And it matters not what they are “playing,” this gracious company of Our Lady’s Servants, or whose liturgical “Use” they honor with their acceptance. Many are such “hours,” such “offices.” It makes no difference. One Gregorian Harmony brings them into the circle of One Rhythm. Many and diverse are the offerings they offer up to that great Goddess. Some are wanton and capricious, some grave and solemn, some foreign and exotic, some native-born and natural, some from the market-places of this very city, some from the far-off land of the Goddess’s own engendering; some light as gossamer-seed, from no land at all, but from the kingdom of airy nothings, sans habitation, sans name, sans purpose!

Yes, whatever the words of the “local breviary” we persuade them to adopt to their music, the effect of it upon the listeners is the same. “Razed out” at last are those “written troubles”; “cleansed” at last, of “that perilous stuff,” is the poor “stuff’d bosom”!

Chicago’s Little Theatre is the real “Alsatia”—the authentic “Arcanum”—the true “Hesperidean Grove”! And do you ask how it rose, “like an eschalation,” into being—what hands built it—what genius, what magic, still sustains it? What, do you suppose, questioner at the gate, worked this miracle? What, do you surmise, wrought this spell? Have you really no inkling, in this sphere of the raising of Altars, how such things are done?

Only in one way! There is only one kind of occult adventure—Goethe tells us that—by means of which these Euphorions of Beauty grow into life! There must be the creative spirit of Man, giving the thing “Form”; and the creative spirit of Woman, giving the thing “Color.” Thus we understand. Thus we unravel the mystery. Thus we learn how the impossible happens! Look, inquisitive Stranger, at the Inscription over the entrance to this enchanted retreat. Read the names written upon the door.
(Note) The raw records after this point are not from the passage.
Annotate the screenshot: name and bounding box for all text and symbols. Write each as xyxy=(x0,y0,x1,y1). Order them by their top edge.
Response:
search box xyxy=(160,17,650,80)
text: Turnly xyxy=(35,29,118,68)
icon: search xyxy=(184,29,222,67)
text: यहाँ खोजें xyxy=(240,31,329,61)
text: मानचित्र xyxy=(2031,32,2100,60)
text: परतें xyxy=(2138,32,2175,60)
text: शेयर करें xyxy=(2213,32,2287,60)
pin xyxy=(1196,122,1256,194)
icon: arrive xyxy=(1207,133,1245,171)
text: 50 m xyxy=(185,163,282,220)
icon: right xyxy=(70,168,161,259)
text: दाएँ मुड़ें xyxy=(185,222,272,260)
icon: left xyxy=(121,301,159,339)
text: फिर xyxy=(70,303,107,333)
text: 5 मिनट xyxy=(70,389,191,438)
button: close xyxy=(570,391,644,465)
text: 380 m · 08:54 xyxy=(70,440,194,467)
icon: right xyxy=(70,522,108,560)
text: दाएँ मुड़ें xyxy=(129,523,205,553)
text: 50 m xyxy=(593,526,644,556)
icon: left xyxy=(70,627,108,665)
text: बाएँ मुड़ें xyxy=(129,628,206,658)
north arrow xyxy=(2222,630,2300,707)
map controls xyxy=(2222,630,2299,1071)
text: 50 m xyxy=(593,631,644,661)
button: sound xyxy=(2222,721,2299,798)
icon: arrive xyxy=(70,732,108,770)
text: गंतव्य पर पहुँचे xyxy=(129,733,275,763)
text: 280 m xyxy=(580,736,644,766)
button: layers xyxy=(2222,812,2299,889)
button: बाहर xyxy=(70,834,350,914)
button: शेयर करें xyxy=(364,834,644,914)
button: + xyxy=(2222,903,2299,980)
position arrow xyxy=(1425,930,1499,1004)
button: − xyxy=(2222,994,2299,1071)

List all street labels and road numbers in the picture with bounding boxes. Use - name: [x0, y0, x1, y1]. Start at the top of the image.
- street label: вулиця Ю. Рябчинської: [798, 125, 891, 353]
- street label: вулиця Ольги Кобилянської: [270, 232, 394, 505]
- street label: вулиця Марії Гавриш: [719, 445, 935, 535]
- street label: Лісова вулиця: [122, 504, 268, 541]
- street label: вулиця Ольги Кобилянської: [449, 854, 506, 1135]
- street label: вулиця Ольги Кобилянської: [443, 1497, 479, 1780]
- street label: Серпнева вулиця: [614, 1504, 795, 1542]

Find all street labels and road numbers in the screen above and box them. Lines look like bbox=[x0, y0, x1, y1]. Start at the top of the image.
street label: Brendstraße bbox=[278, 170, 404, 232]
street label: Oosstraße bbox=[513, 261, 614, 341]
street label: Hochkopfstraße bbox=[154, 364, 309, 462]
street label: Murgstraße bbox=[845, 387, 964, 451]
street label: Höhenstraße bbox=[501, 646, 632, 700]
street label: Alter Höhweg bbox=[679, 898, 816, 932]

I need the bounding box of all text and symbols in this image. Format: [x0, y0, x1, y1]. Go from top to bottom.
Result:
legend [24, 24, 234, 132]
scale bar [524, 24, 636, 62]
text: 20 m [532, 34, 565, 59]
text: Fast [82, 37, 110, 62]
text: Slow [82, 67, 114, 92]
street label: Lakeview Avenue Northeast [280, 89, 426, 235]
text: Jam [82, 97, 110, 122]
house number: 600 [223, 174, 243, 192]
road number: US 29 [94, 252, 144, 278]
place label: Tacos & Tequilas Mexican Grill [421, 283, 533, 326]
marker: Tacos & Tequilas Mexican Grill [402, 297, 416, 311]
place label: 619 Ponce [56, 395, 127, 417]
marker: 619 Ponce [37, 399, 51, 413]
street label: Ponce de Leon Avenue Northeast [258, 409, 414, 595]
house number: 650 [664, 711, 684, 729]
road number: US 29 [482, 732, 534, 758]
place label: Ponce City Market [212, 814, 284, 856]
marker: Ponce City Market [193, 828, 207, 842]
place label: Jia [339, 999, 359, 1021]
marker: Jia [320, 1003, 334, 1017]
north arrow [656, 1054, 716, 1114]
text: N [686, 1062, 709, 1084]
Do you catch the trick of it now—do you glimpse the clue? Two names are there—our Faust’s and our Helen’s—and behind those two names lurk the creative genius that wills, and the creative genius that gives color to what is willed. Thus the miracle is accomplished. And behold—Euphorion! For English “Maurice” and American “Nelly” have that inestimable bond, between the links of which alone can the true Parnassian Hyacinths put forth their “hushed, cool-rooted flowers” for the delight of gods and men;—I mean agreement of “opinion,” with diversity of “temperament.”

The supremely happy “chance” of the coming together of these two—why not believe the legend that gives to the very Land of the Muses the spell that achieved it?—resulted in nothing less than that indescribable synthesis of Man’s Intellect and Woman’s Instinct which is the desire of the ages! So ought human beings to be united. So ought their poor mortal “love,” radiating from Zenith to Nadir, to provoke the return of Saturn, the unbinding of Prometheus, the Vita Nuova for which we all pine!

It is in fact the presence of our “New Helen” as the guiding, balancing, mellowing, sweetening influence, in this enterprise, which has enabled the austere “Formula” of the Founder to take to itself flesh and blood. For the director of the Little Theatre of Chicago is no Dilettante—no Petit-Maître of a pompous coterie—no bric-à-brac Virtuoso. Stern and high and cold is his Ideal; clear and clean-cut the lines that limit it! To reproduce in the heart of the great mad City—the City of the “Middle-West”—the City of America—that Rhythm and Harmony which Plato felt as the secret of the ultimate spheres, is not such a thing worthy of the gift of a man’s life?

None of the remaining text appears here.